**TRY IT**
Word for word, reproduce each line of the data below, omitting every image.

**MATERIAL SUPPLIED**
╭──

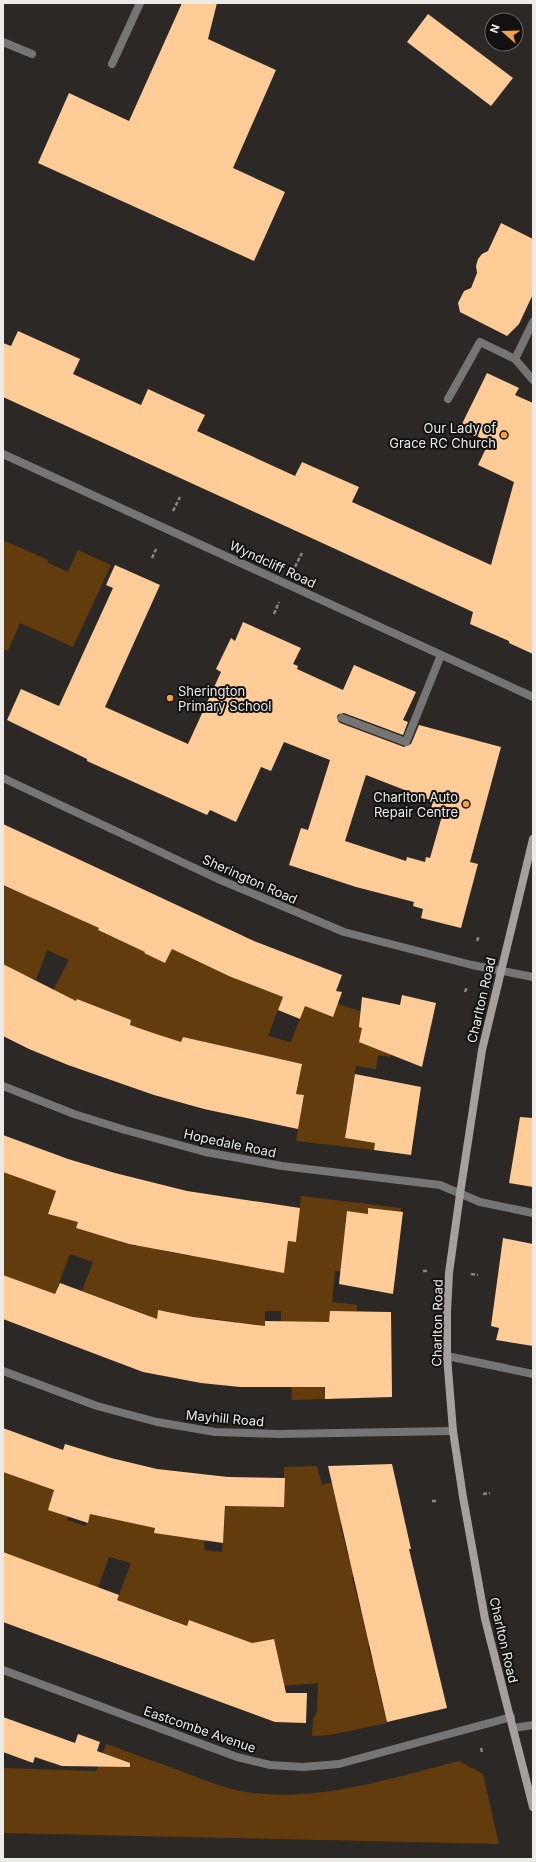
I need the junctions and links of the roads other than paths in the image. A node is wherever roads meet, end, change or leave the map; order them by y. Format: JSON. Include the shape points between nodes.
{"nodes":[{"id":1,"x":140,"y":3,"type":"edge"},
{"id":2,"x":3,"y":42,"type":"edge"},
{"id":3,"x":32,"y":54,"type":"dead end"},
{"id":4,"x":112,"y":64,"type":"dead end"},
{"id":5,"x":533,"y":322,"type":"edge"},
{"id":6,"x":515,"y":359,"type":"junction"},
{"id":7,"x":533,"y":380,"type":"edge"},
{"id":8,"x":448,"y":399,"type":"dead end"},
{"id":9,"x":3,"y":454,"type":"edge"},
{"id":10,"x":441,"y":655,"type":"junction"},
{"id":11,"x":533,"y":697,"type":"edge"},
{"id":12,"x":342,"y":718,"type":"dead end"},
{"id":13,"x":3,"y":778,"type":"edge"},
{"id":14,"x":533,"y":839,"type":"edge"},
{"id":15,"x":500,"y":970,"type":"junction"},
{"id":16,"x":533,"y":978,"type":"edge"},
{"id":17,"x":3,"y":1086,"type":"edge"},
{"id":18,"x":460,"y":1194,"type":"junction"},
{"id":19,"x":533,"y":1213,"type":"edge"},
{"id":20,"x":447,"y":1356,"type":"junction"},
{"id":21,"x":3,"y":1371,"type":"edge"},
{"id":22,"x":533,"y":1374,"type":"edge"},
{"id":23,"x":453,"y":1431,"type":"junction"},
{"id":24,"x":3,"y":1670,"type":"edge"},
{"id":25,"x":511,"y":1717,"type":"junction"},
{"id":26,"x":533,"y":1725,"type":"edge"},
{"id":27,"x":513,"y":1728,"type":"junction"},
{"id":28,"x":533,"y":1807,"type":"edge"}],
"edges":[{"from":1,"to":4,"type":"street"},
{"from":2,"to":3,"type":"street"},
{"from":5,"to":6,"type":"street"},
{"from":6,"to":7,"type":"street"},
{"from":6,"to":8,"type":"street","via":[[480,342]]},
{"from":9,"to":10,"type":"street","name":"Wyndcliff Road"},
{"from":10,"to":11,"type":"street","name":"Wyndcliff Road"},
{"from":10,"to":12,"type":"street","via":[[406,742]]},
{"from":13,"to":15,"type":"street","name":"Sherington Road","via":[[218,879],[344,932]]},
{"from":14,"to":15,"type":"main road","name":"Charlton Road"},
{"from":15,"to":16,"type":"street","name":"Sherington Road"},
{"from":15,"to":18,"type":"main road","name":"Charlton Road","via":[[482,1050]]},
{"from":17,"to":18,"type":"street","name":"Hopedale Road","via":[[74,1114],[205,1152],[282,1166],[440,1185]]},
{"from":18,"to":19,"type":"street","name":"Hopedale Road","via":[[480,1202]]},
{"from":18,"to":20,"type":"main road","name":"Charlton Road","via":[[449,1273]]},
{"from":20,"to":22,"type":"street"},
{"from":20,"to":23,"type":"main road","name":"Charlton Road"},
{"from":21,"to":23,"type":"street","name":"Mayhill Road","via":[[97,1406],[157,1422],[215,1432],[279,1434]]},
{"from":23,"to":25,"type":"main road","name":"Charlton Road","via":[[485,1619]]},
{"from":24,"to":25,"type":"street","name":"Eastcombe Avenue","via":[[237,1758],[270,1765],[303,1767],[339,1764]]},
{"from":25,"to":27,"type":"main road","name":"Charlton Road"},
{"from":26,"to":27,"type":"street"},
{"from":27,"to":28,"type":"main road","name":"Charlton Road"}]}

╰──

**RESPONSE**
I need the junctions and links of the roads other than paths in the image. A node is wherever roads meet, end, change or leave the map; order them by y. Format: JSON. Include the shape points between nodes.
{"nodes":[{"id":1,"x":140,"y":3,"type":"edge"},
{"id":2,"x":3,"y":42,"type":"edge"},
{"id":3,"x":32,"y":54,"type":"dead end"},
{"id":4,"x":112,"y":64,"type":"dead end"},
{"id":5,"x":533,"y":322,"type":"edge"},
{"id":6,"x":515,"y":359,"type":"junction"},
{"id":7,"x":533,"y":380,"type":"edge"},
{"id":8,"x":448,"y":399,"type":"dead end"},
{"id":9,"x":3,"y":454,"type":"edge"},
{"id":10,"x":441,"y":655,"type":"junction"},
{"id":11,"x":533,"y":697,"type":"edge"},
{"id":12,"x":342,"y":718,"type":"dead end"},
{"id":13,"x":3,"y":778,"type":"edge"},
{"id":14,"x":533,"y":839,"type":"edge"},
{"id":15,"x":500,"y":970,"type":"junction"},
{"id":16,"x":533,"y":978,"type":"edge"},
{"id":17,"x":3,"y":1086,"type":"edge"},
{"id":18,"x":460,"y":1194,"type":"junction"},
{"id":19,"x":533,"y":1213,"type":"edge"},
{"id":20,"x":447,"y":1356,"type":"junction"},
{"id":21,"x":3,"y":1371,"type":"edge"},
{"id":22,"x":533,"y":1374,"type":"edge"},
{"id":23,"x":453,"y":1431,"type":"junction"},
{"id":24,"x":3,"y":1670,"type":"edge"},
{"id":25,"x":511,"y":1717,"type":"junction"},
{"id":26,"x":533,"y":1725,"type":"edge"},
{"id":27,"x":513,"y":1728,"type":"junction"},
{"id":28,"x":533,"y":1807,"type":"edge"}],
"edges":[{"from":1,"to":4,"type":"street"},
{"from":2,"to":3,"type":"street"},
{"from":5,"to":6,"type":"street"},
{"from":6,"to":7,"type":"street"},
{"from":6,"to":8,"type":"street","via":[[480,342]]},
{"from":9,"to":10,"type":"street","name":"Wyndcliff Road"},
{"from":10,"to":11,"type":"street","name":"Wyndcliff Road"},
{"from":10,"to":12,"type":"street","via":[[406,742]]},
{"from":13,"to":15,"type":"street","name":"Sherington Road","via":[[218,879],[344,932]]},
{"from":14,"to":15,"type":"main road","name":"Charlton Road"},
{"from":15,"to":16,"type":"street","name":"Sherington Road"},
{"from":15,"to":18,"type":"main road","name":"Charlton Road","via":[[482,1050]]},
{"from":17,"to":18,"type":"street","name":"Hopedale Road","via":[[74,1114],[205,1152],[282,1166],[440,1185]]},
{"from":18,"to":19,"type":"street","name":"Hopedale Road","via":[[480,1202]]},
{"from":18,"to":20,"type":"main road","name":"Charlton Road","via":[[449,1273]]},
{"from":20,"to":22,"type":"street"},
{"from":20,"to":23,"type":"main road","name":"Charlton Road"},
{"from":21,"to":23,"type":"street","name":"Mayhill Road","via":[[97,1406],[157,1422],[215,1432],[279,1434]]},
{"from":23,"to":25,"type":"main road","name":"Charlton Road","via":[[485,1619]]},
{"from":24,"to":25,"type":"street","name":"Eastcombe Avenue","via":[[237,1758],[270,1765],[303,1767],[339,1764]]},
{"from":25,"to":27,"type":"main road","name":"Charlton Road"},
{"from":26,"to":27,"type":"street"},
{"from":27,"to":28,"type":"main road","name":"Charlton Road"}]}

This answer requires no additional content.